Like a kid in a toy store with a nearly unlimited supply of someone else’s money, President Donald Trump is on a shopping spree the likes of which America has never seen.
With the announcements earlier this month that the federal government will take equity stakes in a company that makes advanced lasers and another that mines critical minerals, the Trump administration has now bought pieces of more than a dozen private companies. What began as an apparent effort to prop up stumbling giants like U.S. Steel and Intel has quickly morphed into a recurring, even routine, behavior. And it is all happening without even an attempt at getting congressional authorization.
As I detailed in a recent cover story for Reason, this pivot towards a more aggressive form of state capitalism is a risky experiment that involves more central planning, invites more corruption, and risks both taxpayer dollars and vital sectors of the economy. Even amid the Trump administration’s many other intrusions into the private economic sphere—tariffs, attacks on independent media outlets, and so on—the rapid acquisition of shares in so many private companies has been astonishing.
Since that article was published a few weeks ago, there has been a whirlwind of additional acquisitions. In November, the White House announced a $750 million investment (with funds coming from the Pentagon and the Commerce Department) in Vulcan Elements, a North Carolina-based company that makes advanced magnets. In return, the government is taking a $50 million equity stake in the company and an unspecified “warrant” that allows the government to buy stock in the company. An $80 million deal with ReElement Technologies, which is also involved in the supply chain for rare earth minerals, was announced at the same time.
This month, the White House announced that it was taking a 10 percent stake in Korea Zinc, which is building a new plant in Tennessee. The Trump administration is also taking an undisclosed equity stake in xLight, a Silicon Valley startup that will receive $150 million from taxpayers via the CHIPs and Science Act. The company is attempting to compete with the Dutch firm ASML, which is currently the only manufacturer in the world producing the ultra-violet lithography machines capable of making high-end semiconductor chips.
Meanwhile, the Trump administration also granted permission to Nvidia to sell its most advanced chips to buyers in China—but only after the company agreed to pay 25 percent of the profits from those sales to the federal government.
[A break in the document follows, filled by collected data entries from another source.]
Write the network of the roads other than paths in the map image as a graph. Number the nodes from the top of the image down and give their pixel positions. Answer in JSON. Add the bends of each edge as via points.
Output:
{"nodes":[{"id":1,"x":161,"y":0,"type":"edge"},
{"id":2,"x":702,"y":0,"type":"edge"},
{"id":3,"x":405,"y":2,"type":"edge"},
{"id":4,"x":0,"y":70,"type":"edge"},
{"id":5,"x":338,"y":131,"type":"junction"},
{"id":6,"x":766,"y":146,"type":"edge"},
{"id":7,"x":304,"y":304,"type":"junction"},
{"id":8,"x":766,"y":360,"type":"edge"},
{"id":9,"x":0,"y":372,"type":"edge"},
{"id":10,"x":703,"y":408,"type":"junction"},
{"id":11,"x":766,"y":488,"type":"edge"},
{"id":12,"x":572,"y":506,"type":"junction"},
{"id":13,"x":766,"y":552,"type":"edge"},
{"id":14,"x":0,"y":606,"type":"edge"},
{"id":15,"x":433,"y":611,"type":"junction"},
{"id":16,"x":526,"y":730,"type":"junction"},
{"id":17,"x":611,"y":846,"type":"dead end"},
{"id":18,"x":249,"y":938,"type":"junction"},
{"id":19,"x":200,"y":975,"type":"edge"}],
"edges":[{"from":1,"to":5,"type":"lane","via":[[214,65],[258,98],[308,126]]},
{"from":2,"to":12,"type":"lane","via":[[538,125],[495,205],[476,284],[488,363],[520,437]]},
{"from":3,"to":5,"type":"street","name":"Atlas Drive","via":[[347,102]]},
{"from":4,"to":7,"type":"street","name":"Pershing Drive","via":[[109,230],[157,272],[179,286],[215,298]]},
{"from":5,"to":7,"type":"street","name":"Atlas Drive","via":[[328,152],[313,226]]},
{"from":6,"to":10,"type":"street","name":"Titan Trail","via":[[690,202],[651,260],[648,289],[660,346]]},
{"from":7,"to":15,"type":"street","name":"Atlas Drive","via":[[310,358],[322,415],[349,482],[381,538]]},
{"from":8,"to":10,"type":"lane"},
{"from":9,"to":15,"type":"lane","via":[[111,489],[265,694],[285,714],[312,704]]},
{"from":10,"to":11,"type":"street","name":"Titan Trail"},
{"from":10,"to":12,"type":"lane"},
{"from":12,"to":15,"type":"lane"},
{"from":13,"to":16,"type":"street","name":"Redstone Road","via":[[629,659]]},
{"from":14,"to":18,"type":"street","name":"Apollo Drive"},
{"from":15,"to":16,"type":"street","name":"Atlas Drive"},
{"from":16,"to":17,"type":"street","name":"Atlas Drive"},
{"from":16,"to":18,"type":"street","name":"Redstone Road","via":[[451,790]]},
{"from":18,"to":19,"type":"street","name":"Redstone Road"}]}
That ought to raise some questions. Do the Trump administration’s worries about the national security value of rare earth minerals and high-end technology simply vanish if a private company is willing to pay a big enough bribe?
There’s no doubt that many of these companies do important work in critical parts of the economy, and that producing more rare earth minerals and semiconductors will strengthen America’s economy and national security. And there is certainly a long history of the federal government propping up, subsidizing, and protecting businesses for political reasons.
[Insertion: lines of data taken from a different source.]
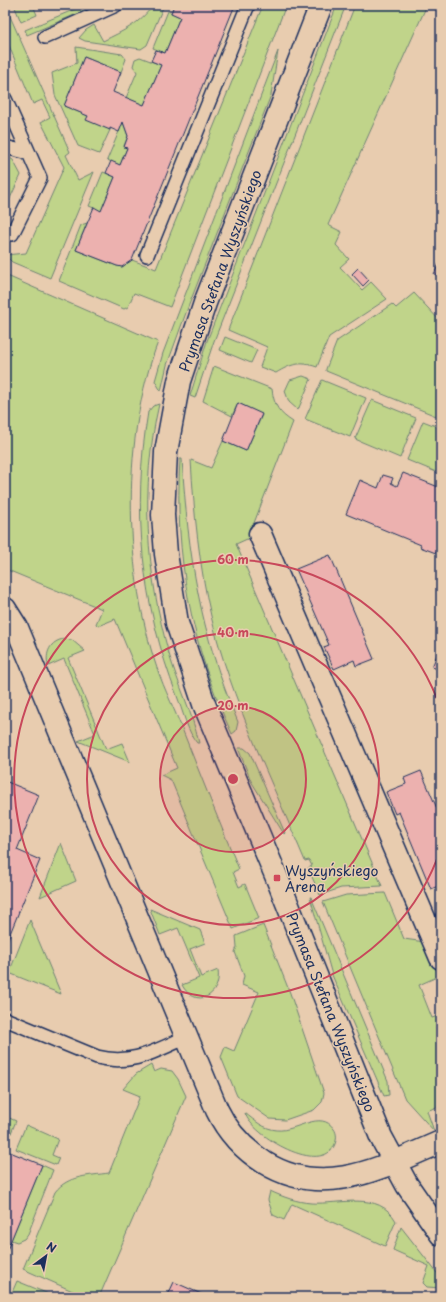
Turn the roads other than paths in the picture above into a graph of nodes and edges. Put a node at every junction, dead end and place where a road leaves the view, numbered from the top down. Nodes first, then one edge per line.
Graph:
1 (116, 5) edge
2 (248, 5) edge
3 (321, 5) edge
4 (45, 37) dead end
5 (5, 99) edge
6 (5, 147) edge
7 (29, 153) junction
8 (5, 231) edge
9 (147, 255) dead end
10 (260, 534) dead end
11 (5, 609) edge
12 (441, 958) edge
13 (5, 1019) edge
14 (187, 1037) junction
15 (441, 1142) edge
16 (394, 1162) junction
17 (441, 1234) edge

1 - 4 lane
2 - 9 lane
3 - 16 street, Prymasa Stefana Wyszyńskiego
5 - 7 lane
6 - 7 lane
7 - 8 lane
10 - 12 street
11 - 14 street
13 - 14 lane
14 - 16 street
15 - 16 street
16 - 17 street, Prymasa Stefana Wyszyńskiego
What’s happening now is fundamentally different. As Scott Lincicome writes in The Dispatch, previous subsidies and other forms of protectionism were “offered broadly, provided at arm’s length, and authorized by law. They’re also relatively insulated from ongoing government involvement and oversight: Washington doesn’t interest itself in a firm’s public share price or day-to-day business—sales, purchases, factory locations, etc.—beyond (perhaps) ensuring that the company complies with terms of a government contract or subsidy agreement. Trump’s state corporatism fundamentally differs from these policies in that it empowers (if not requires) the government to be involved in a specific company’s routine operations and to care deeply about the firm’s ultimate success or failure.”
Indeed, the Trump administration has not made a convincing case for why it is buying stakes in these companies—and why these companies in particular, rather than others. At a minimum, it should make that case to Congress and get congressional authorization for these purchases. If American taxpayers are going to be equity stakeholders in more than a dozen private companies, their elected representatives ought to approve that.
Unless Congress demands such a thing, there’s unlikely to be much resistance to Trump’s new state capitalism. That’s because the companies involved in these deals seem eager to go along.
“State capitalism is a two-way street. Many businesses, by aligning themselves with Trump’s agenda, elicit better treatment—in their ability to sell to China, the tariffs they pay, how they are regulated, and what mergers are allowed,” wrote Greg Ip, The Wall Street Journal‘s chief economics commentator, in a recent piece about how CEOs are navigating Trump’s state capitalism. “In other words, state capitalism doesn’t just serve the interests of the state, but of favored capitalists.”
And the Trump administration does not seem likely to place its own limits on this behavior. Asked recently about the logic behind these acquisitions, Trump said, “We should take stakes in companies when people need something.” That’s an answer that lacks any limiting principle.
A powerful executive branch unrestrained by Congress, precedent, or principle will only keep growing. The past few months have shown that even vague claims of “national security” are enough to establish a new and dangerous norm that allows presidents to insert themselves in the management of private companies. It would be surprising if this trend does not continue.